Des éditorialistes flous
Augmenter les cotisations ? Pourquoi pas ? Laurent Joffrin trouve même cette hypothèse envisageable : « Pourquoi ne pas accroître les cotisations ? [...] Chacun paierait un peu plus pour éviter aux classes populaires de supporter le gros des sacrifices. La solution serait douloureuse pour tous, mais nettement plus égalitaire » (le 17 juin). Pourtant, le directeur de Libération n’entre pas dans les détails, et préfère disserter sur la nécessité de faire des « sacrifices » (terme qu’il utilise à de maintes reprises dans ses éditoriaux) [2] et, pour « la gauche et les syndicats » de faire preuve de « réalisme » (31 mai 2010). Car, c’est le prix à payer pour assurer « l’équilibre financier du système de répartition, bien précieux entre tous » (le 16 juin 2010).
Paul Quinio, autre éditorialiste du quotidien, revient, dans les deux éditoriaux qu’il consacre au sujet (les 16 et 25 juin), sur cette séquence sociale, mais pour l’inscrire dans la perspective qui obsède les journalistes : l’élection présidentielle de 2012. Le 13 juillet, le lendemain de l’intervention de Nicolas Sarkozy sur France 2, il commente exclusivement le « feuilleton » Woerth-Bettencourt au détriment des propos de Sarkozy sur les retraites. Le jour de cette intervention, dans un éditorial pourtant titré « Du fond », consacré lui aussi à la prestation présidentielle à venir, Fabrice Rousselot se concentre lui aussi sur le « feuilleton » alors même que le président de la République a bien abordé la question des retraites en indiquant qu’il ne changerait rien… sur le fond.

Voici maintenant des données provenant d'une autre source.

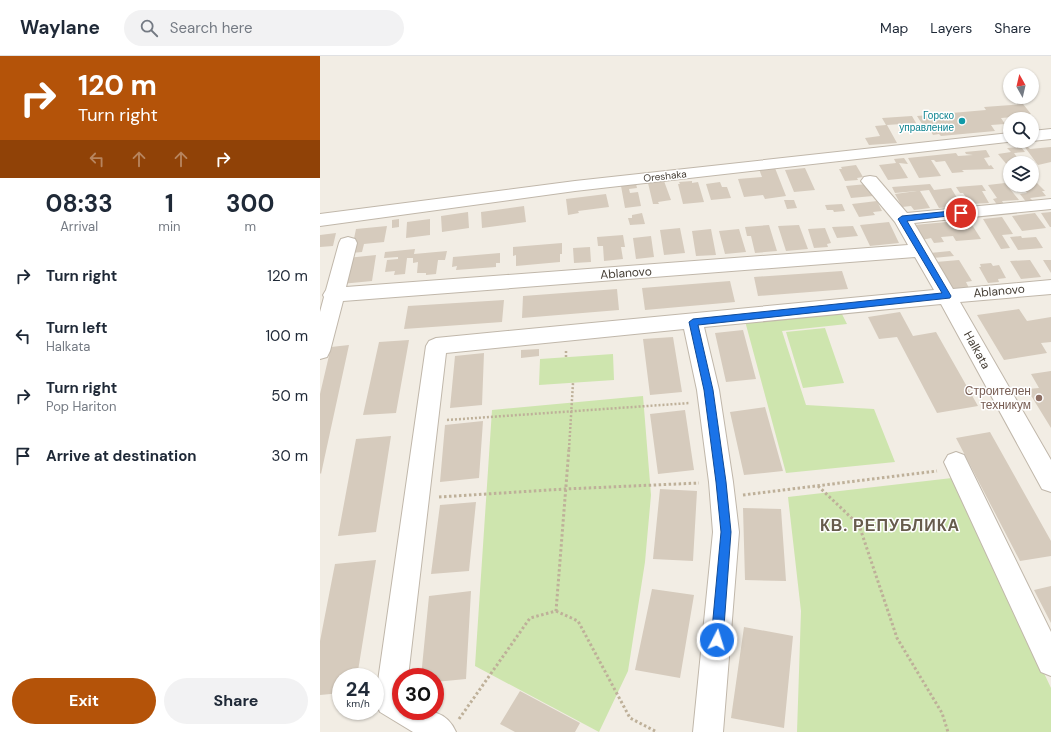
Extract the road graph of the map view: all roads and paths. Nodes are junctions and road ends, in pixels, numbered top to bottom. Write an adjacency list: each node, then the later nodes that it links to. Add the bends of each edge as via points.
1 (1051, 134): 2 (street)
2 (1039, 135)
3 (1003, 139): 7 (street, Oreshaka, via 575,186)
4 (870, 181): 6 (street, Halkata)
5 (1051, 204): 6 (street)
6 (902, 219): 9 (street, Halkata)
7 (320, 220)
8 (348, 243): 11 (street)
9 (920, 250): 11 (street, Ablanovo); 12 (street, Halkata)
10 (1051, 287): 12 (street, Ablanovo)
11 (333, 295): 13 (street)
12 (947, 296): 14 (street, Ablanovo); 21 (street, Halkata)
13 (324, 319): 15 (street)
14 (693, 322): 17 (street); 19 (street, Ablanovo, via 436,346)
15 (320, 351)
16 (573, 383): 18 (path)
17 (710, 402): 18 (path); 24 (street)
18 (572, 411): 19 (path); 23 (path)
19 (427, 421): 25 (street)
20 (957, 465): 22 (path); 27 (street)
21 (1051, 482)
22 (818, 486): 24 (path); 35 (path, via 859,524 897,638 942,713)
23 (565, 489): 24 (path); 25 (path); 26 (path)
24 (722, 490): 34 (street, via 726,532)
25 (416, 499): 28 (street)
26 (556, 611): 32 (path, via 530,618); 33 (path, via 578,621 630,718)
27 (1051, 662)
28 (394, 668)
29 (392, 686): 30 (street)
30 (392, 703)
31 (426, 720): 32 (street)
32 (448, 729)
33 (657, 732)
34 (708, 732)
35 (948, 732)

Les éditorialistes, dira-t-on, commentent ou rêvassent : leur rôle n’est pas à proprement parler d’informer…
Des informations partielles
Mais, quand on lit attentivement les pages d’information de Libération, on ne peut qu’être frappé par l’absence d’informations sur les propositions qui n’émanent pas du gouvernement, du Parti socialiste ou… de Terra Nova.
Ainsi, Luc Peillon apporte bien des informations précises à ses lecteurs, aussi bien sur les principales dispositions du projet gouvernemental (notamment le 17 juin) que sur les propositions du Parti socialiste (le 19 mai). Mais, ni lui, ni un autre journaliste [3] ne prennent soin d’informer sur les propositions qui émanent des syndicats, d’association comme Attac ou d’autres organisations (Fondation Copernic…) et formations politiques de gauche, qui ont pourtant toutes en commun, par delà les différences, de présenter de solides arguments en faveur d’une augmentation des prélèvements sociaux et/ou de la fiscalité sur les revenus du capital.

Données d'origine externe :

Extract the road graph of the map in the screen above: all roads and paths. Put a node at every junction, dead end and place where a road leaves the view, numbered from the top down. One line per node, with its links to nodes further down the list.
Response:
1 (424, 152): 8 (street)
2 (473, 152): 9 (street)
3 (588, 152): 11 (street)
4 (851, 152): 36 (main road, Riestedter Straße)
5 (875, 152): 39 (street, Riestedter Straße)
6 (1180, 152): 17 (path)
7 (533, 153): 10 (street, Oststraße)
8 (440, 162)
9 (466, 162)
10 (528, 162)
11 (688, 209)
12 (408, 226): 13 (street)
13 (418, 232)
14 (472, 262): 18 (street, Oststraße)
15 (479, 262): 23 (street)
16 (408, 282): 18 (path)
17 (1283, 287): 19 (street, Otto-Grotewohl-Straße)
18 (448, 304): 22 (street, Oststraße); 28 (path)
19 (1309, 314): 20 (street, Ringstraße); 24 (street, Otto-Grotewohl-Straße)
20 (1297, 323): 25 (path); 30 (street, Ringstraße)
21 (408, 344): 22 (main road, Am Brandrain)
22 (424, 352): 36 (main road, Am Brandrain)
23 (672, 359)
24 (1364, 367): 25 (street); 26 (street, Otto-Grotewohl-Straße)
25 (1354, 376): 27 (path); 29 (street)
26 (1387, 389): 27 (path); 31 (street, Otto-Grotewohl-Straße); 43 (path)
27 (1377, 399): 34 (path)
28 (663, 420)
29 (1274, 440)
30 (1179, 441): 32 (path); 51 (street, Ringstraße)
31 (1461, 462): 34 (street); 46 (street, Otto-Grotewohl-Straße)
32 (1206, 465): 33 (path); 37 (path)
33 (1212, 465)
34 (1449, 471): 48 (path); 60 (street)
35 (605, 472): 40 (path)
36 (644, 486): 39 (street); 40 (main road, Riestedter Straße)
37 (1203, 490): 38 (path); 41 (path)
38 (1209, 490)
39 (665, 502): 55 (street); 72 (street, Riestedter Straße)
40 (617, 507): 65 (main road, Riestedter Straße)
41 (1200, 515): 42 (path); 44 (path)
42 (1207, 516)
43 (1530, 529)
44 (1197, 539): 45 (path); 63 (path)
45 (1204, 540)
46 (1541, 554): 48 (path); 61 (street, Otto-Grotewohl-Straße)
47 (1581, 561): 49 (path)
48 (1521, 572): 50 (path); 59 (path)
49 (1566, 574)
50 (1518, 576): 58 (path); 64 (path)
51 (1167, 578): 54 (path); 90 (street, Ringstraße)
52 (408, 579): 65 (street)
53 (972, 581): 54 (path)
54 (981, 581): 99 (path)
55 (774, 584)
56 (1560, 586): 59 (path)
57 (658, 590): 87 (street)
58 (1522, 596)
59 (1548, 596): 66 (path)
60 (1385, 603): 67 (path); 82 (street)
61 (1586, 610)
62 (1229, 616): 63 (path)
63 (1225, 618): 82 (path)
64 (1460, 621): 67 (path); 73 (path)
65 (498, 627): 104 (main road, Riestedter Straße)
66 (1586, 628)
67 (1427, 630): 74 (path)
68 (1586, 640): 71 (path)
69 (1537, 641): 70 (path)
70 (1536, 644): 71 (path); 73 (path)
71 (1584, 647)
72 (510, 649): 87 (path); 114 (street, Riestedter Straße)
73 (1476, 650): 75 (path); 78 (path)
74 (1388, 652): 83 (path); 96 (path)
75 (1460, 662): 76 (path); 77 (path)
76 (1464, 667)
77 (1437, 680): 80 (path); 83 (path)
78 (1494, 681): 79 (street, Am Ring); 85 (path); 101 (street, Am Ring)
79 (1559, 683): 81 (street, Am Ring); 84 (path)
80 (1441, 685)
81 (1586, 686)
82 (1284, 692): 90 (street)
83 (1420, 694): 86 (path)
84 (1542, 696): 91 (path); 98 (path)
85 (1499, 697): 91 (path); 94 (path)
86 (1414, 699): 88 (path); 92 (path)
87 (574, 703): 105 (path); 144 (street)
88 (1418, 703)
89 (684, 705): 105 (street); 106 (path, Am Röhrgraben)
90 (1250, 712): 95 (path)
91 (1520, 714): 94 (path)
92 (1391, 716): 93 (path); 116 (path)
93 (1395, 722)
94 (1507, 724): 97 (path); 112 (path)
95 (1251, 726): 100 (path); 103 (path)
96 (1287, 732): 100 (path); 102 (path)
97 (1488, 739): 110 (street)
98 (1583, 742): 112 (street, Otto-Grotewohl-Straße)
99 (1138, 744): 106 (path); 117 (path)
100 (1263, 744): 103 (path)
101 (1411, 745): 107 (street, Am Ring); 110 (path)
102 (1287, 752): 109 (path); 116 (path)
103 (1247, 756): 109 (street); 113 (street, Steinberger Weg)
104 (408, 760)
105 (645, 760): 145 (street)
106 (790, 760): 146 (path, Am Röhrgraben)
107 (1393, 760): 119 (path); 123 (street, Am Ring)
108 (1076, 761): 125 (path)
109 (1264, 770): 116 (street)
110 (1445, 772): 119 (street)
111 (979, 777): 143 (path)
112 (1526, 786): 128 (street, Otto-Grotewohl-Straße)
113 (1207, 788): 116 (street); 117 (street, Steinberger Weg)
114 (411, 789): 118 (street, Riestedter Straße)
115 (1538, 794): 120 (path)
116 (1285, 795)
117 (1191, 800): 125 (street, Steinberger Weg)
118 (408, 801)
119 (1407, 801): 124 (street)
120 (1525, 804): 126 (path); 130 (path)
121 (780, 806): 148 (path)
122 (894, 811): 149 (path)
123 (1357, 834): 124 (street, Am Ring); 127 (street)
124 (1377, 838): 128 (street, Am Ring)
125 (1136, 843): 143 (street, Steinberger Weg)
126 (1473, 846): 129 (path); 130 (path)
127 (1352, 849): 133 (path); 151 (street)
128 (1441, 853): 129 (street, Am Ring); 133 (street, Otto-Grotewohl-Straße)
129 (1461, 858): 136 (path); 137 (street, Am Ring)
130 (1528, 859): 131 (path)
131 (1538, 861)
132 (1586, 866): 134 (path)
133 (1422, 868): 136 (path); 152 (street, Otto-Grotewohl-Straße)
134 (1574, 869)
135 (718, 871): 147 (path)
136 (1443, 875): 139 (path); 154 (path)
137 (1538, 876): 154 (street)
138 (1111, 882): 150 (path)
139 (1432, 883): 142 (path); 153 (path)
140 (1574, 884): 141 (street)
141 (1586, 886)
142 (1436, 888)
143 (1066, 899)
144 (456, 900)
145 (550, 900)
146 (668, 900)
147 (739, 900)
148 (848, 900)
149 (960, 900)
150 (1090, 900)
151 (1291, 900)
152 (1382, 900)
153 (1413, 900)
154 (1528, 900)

En revanche, une association et une seule bénéficie d’un traitement de faveur : « Terra Nova [...] club de réflexion [...] proche du PS » [4]. Sa proposition de faire payer les retraités aisées est plusieurs fois reprise par Luc Peillon dans les pages d’information du quotidien (les 11, 17, 27 mai et 15 juin) [5]. Ajoutons que si Terra Nova conteste certaines mesures du projet gouvernemental, elle ne s’oppose pas à sa philosophie générale. Cette abondance de références à ce « club de réflexion » s’explique sans doute par l’existence d’un partenariat entre le quotidien et la boîte à idées [6].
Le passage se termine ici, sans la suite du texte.